JavaScript has moved beyond, “Lets validate my email address” into a full fledged language people depend on JS to deliver applications that require 100,000+ lines of code. In these applications making sure to apply “old school” discipline and understanding of basic concepts with the new way to be successful it a necessity.

Comment by Robert Buffone — October 12, 2007

@Opera Users – I update the blog entry with Opera statistics.

Comment by Robert Buffone — October 12, 2007

who cares about Opera, really (except for a few geeks)? Come on guys, live in reality.

However, if you look at mobile browser, Opera might be interesting. on the desktop, sorry, guys, opera doesn’t exist.

Comment by Mark Arrington — October 12, 2007

I was going to complain about how the test results didn’t have Opera in them, but was pleasantly surprised about its inclusion in the reports now. They tell what most other tests before this have told: Opera is the fastest.

And then some troll food…

A lot of people use Opera, and their browser has been the first to use many now popular features, such as tabs. Also, it’s pretty funny how they still bother to develop it, knowing that no one uses it. Mmm yeah. Oh, and it’s not for just geeks either – I know a lot of computer illiterate people who love Opera.

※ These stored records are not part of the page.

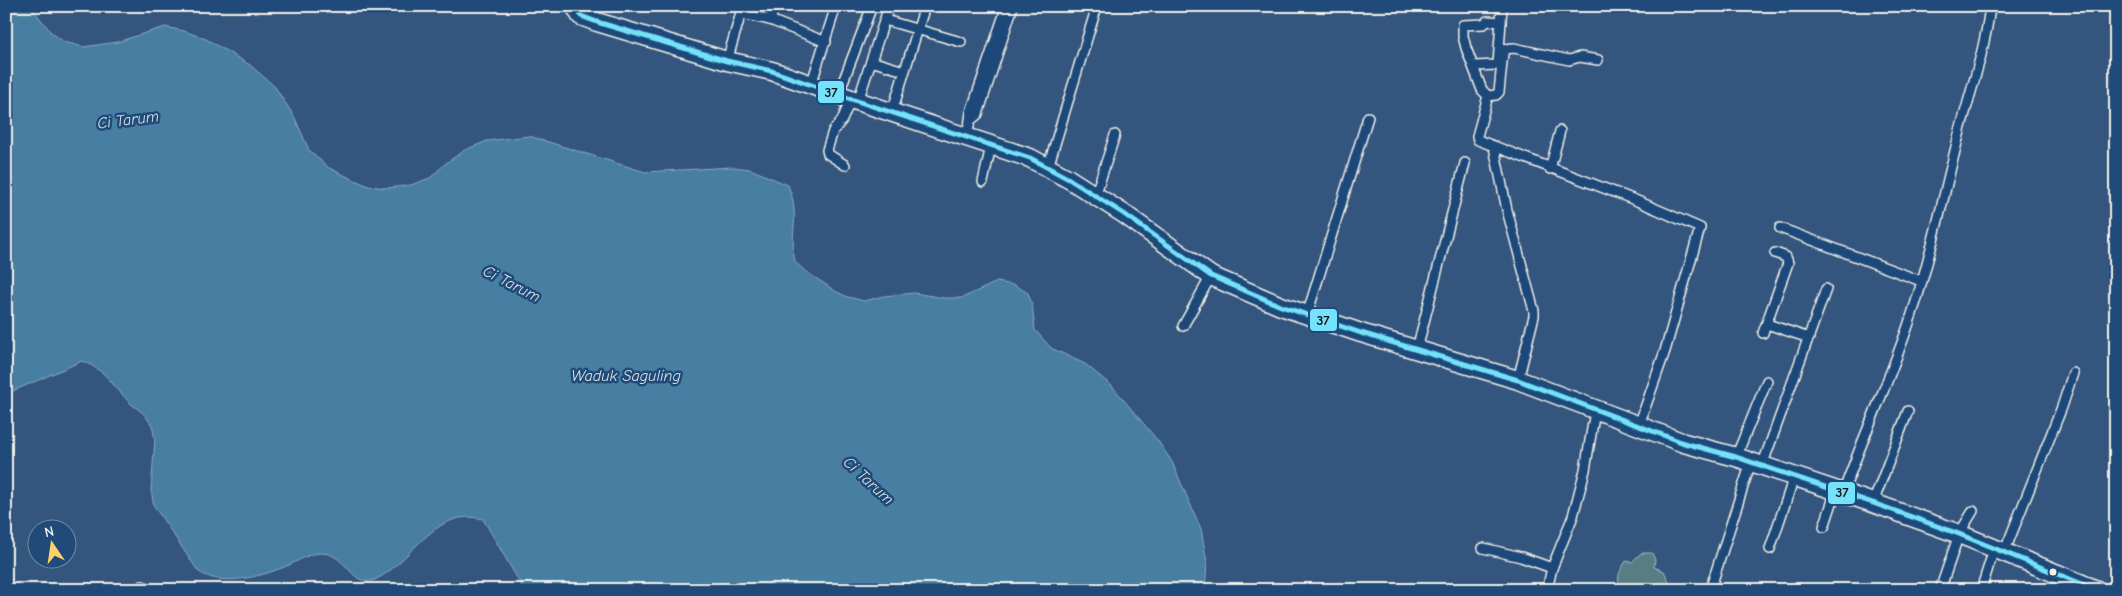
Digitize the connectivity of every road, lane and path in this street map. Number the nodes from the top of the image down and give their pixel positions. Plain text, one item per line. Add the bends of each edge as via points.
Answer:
1 (575, 6) edge
2 (775, 6) edge
3 (836, 6) edge
4 (872, 6) edge
5 (890, 6) edge
6 (925, 6) edge
7 (1006, 6) edge
8 (1013, 6) edge
9 (1097, 6) edge
10 (1502, 6) edge
11 (1990, 6) edge
12 (743, 10) edge
13 (770, 20) junction
14 (885, 20) junction
15 (1501, 22) junction
16 (918, 30) junction
17 (826, 42) junction
18 (961, 42) dead end
19 (997, 44) junction
20 (1598, 60) dead end
21 (727, 61) junction
22 (871, 61) junction
23 (1474, 66) junction
24 (904, 71) junction
25 (811, 85) junction
26 (1488, 96) junction
27 (849, 98) junction
28 (892, 112) junction
29 (1368, 116) dead end
30 (1560, 132) dead end
31 (1115, 135) dead end
32 (962, 136) junction
33 (991, 146) junction
34 (1494, 147) junction
35 (1465, 163) dead end
36 (845, 165) dead end
37 (1048, 167) junction
38 (1550, 169) junction
39 (983, 182) dead end
40 (1095, 196) junction
41 (1780, 228) dead end
42 (1775, 253) dead end
43 (1211, 276) junction
44 (1921, 281) junction
45 (1826, 289) dead end
46 (1307, 315) junction
47 (1767, 324) junction
48 (1183, 326) dead end
49 (1763, 333) dead end
50 (1809, 338) junction
51 (1417, 350) junction
52 (2073, 373) dead end
53 (1518, 380) junction
54 (1767, 381) dead end
55 (1595, 411) junction
56 (1908, 411) dead end
57 (1638, 425) junction
58 (1750, 462) junction
59 (1794, 477) junction
60 (1839, 492) junction
61 (1873, 503) junction
62 (1973, 511) dead end
63 (1824, 527) dead end
64 (1959, 534) junction
65 (1483, 548) dead end
66 (1770, 548) dead end
67 (1999, 551) junction
68 (1552, 568) junction
69 (142, 586) dead end
70 (155, 590) edge
71 (1547, 590) edge
72 (1710, 590) edge
73 (1940, 590) edge
74 (1981, 590) edge
75 (2097, 590) edge

1 - 21 highway via 584,18
2 - 13 street
3 - 17 street
4 - 27 street
5 - 14 street
6 - 16 street
7 - 19 street
8 - 19 street
9 - 37 street
10 - 15 street
11 - 44 street via 1977,74
12 - 13 street
12 - 21 street
13 - 17 street
14 - 16 street
14 - 22 street
15 - 23 street via 1498,64
15 - 23 street via 1464,25 1463,36
16 - 18 street
16 - 24 street
17 - 25 street
19 - 32 street via 973,115
20 - 26 street via 1580,57 1569,60 1507,48 1503,53 1499,92 1496,96
21 - 25 highway via 772,71
22 - 24 street
22 - 27 street
23 - 26 street via 1482,90
24 - 28 street
25 - 27 highway
26 - 34 street via 1477,138
27 - 28 highway
27 - 36 street via 827,150
28 - 32 highway
29 - 46 street
30 - 38 street
31 - 40 street
32 - 33 highway
33 - 37 highway
33 - 39 street
34 - 38 street
34 - 53 street via 1534,311
35 - 51 street
37 - 40 highway
38 - 57 street via 1700,228 1665,351
40 - 43 highway
41 - 44 street
42 - 47 street via 1786,258 1788,263
43 - 46 highway
43 - 48 street
44 - 60 street via 1914,308
45 - 50 street
46 - 51 highway
47 - 49 street
47 - 50 street
50 - 58 street
51 - 53 highway
52 - 67 street via 2062,407
53 - 55 highway
54 - 58 street
55 - 57 highway
55 - 68 street via 1573,516
56 - 61 street
57 - 58 highway via 1684,443
58 - 59 highway
58 - 72 street
59 - 60 highway
59 - 66 street
60 - 61 highway
60 - 63 street
61 - 64 highway
62 - 64 street
64 - 67 highway
64 - 73 street
65 - 68 street
67 - 74 street
67 - 75 highway
68 - 71 street
69 - 70 street

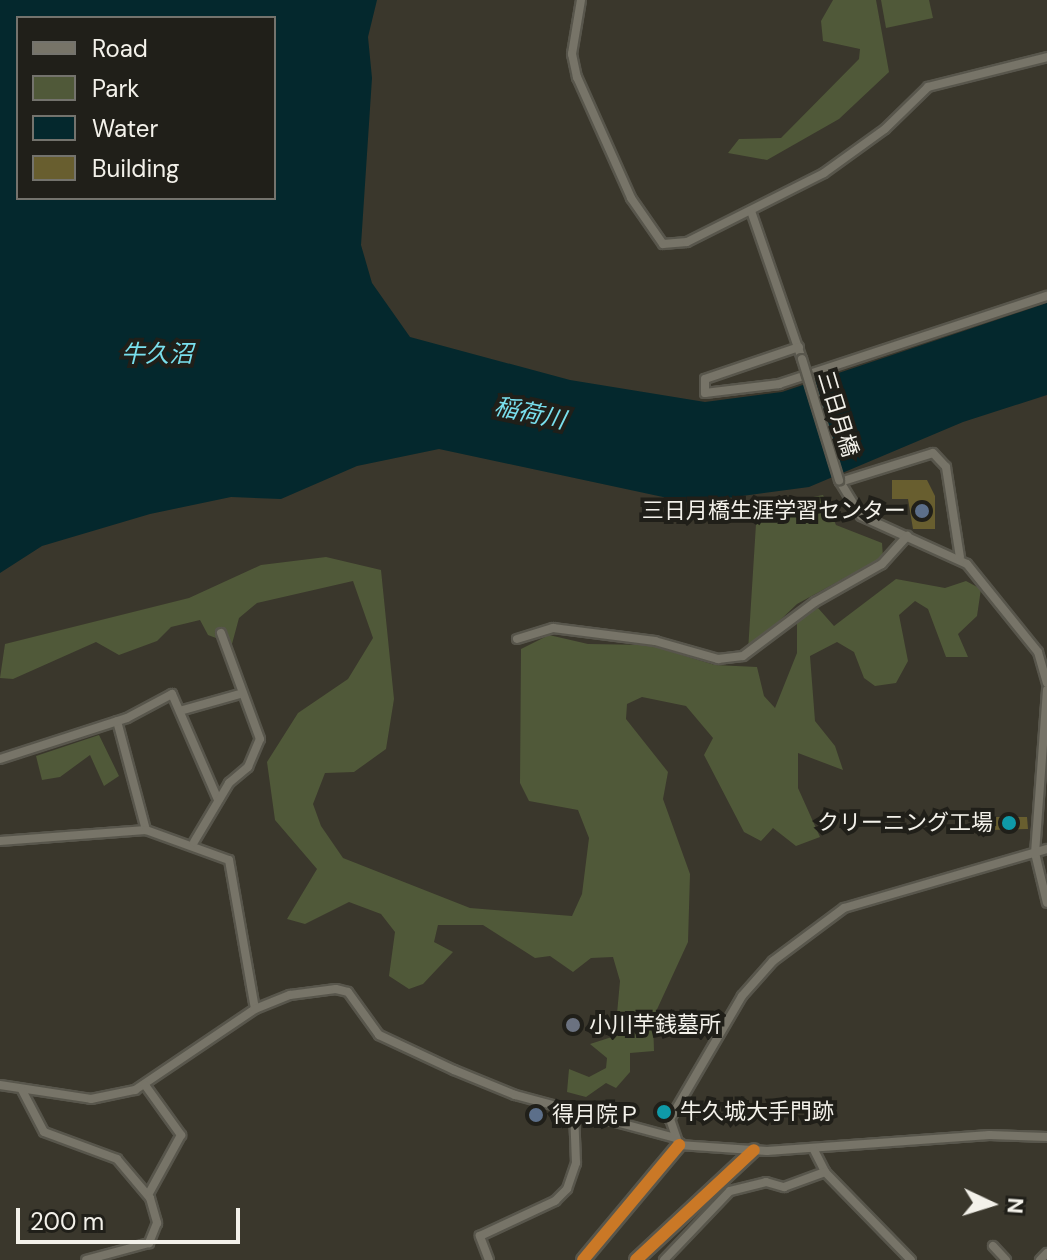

Comment by Jani — October 12, 2007

If you had benchmarked Opera here it would have gone in CIRCLES around Safari while still getting a score fifty times better than Safari… ;)

Comment by Thomas Hansen — October 13, 2007

1.) At around 10,000 when popping elements off an array Safari become extremely slow. This wasn’t the case in other browsers but this area needs some further examination.

This is because Safari has small stack. 10x smaller than the other browsers, check out: http://ajaxian.com/archives/how-stacked-are-you

Comment by Chris — October 13, 2007

BTW FF3 is faster than Safari but not as fast as Opera.

Comment by Chris — October 13, 2007

So Opera is the fastest ha? Fastest rendering engine, fastest javascript engine. It doesn’t come as a surprise. Opera is the most innovating browser on the planet. IE is always 3 years behind and FF just one. Sure they don’t have the plugin capability (and neither the holes) of firefox but tabbed browsing, integrated download manager, password manager, keyboard navigation where invented by Opera. And we as web developers should promote it better. Wouldn’t our life be easier if IE would be at 8% market share?

Comment by Adrian — October 15, 2007

This is very interesting, try test:
t = ”;for(i=0;i=0;i–) doSomething(t[i]);

Comment by Mrrau — October 15, 2007

…. great, my previous JS code was deleted … so, forget it.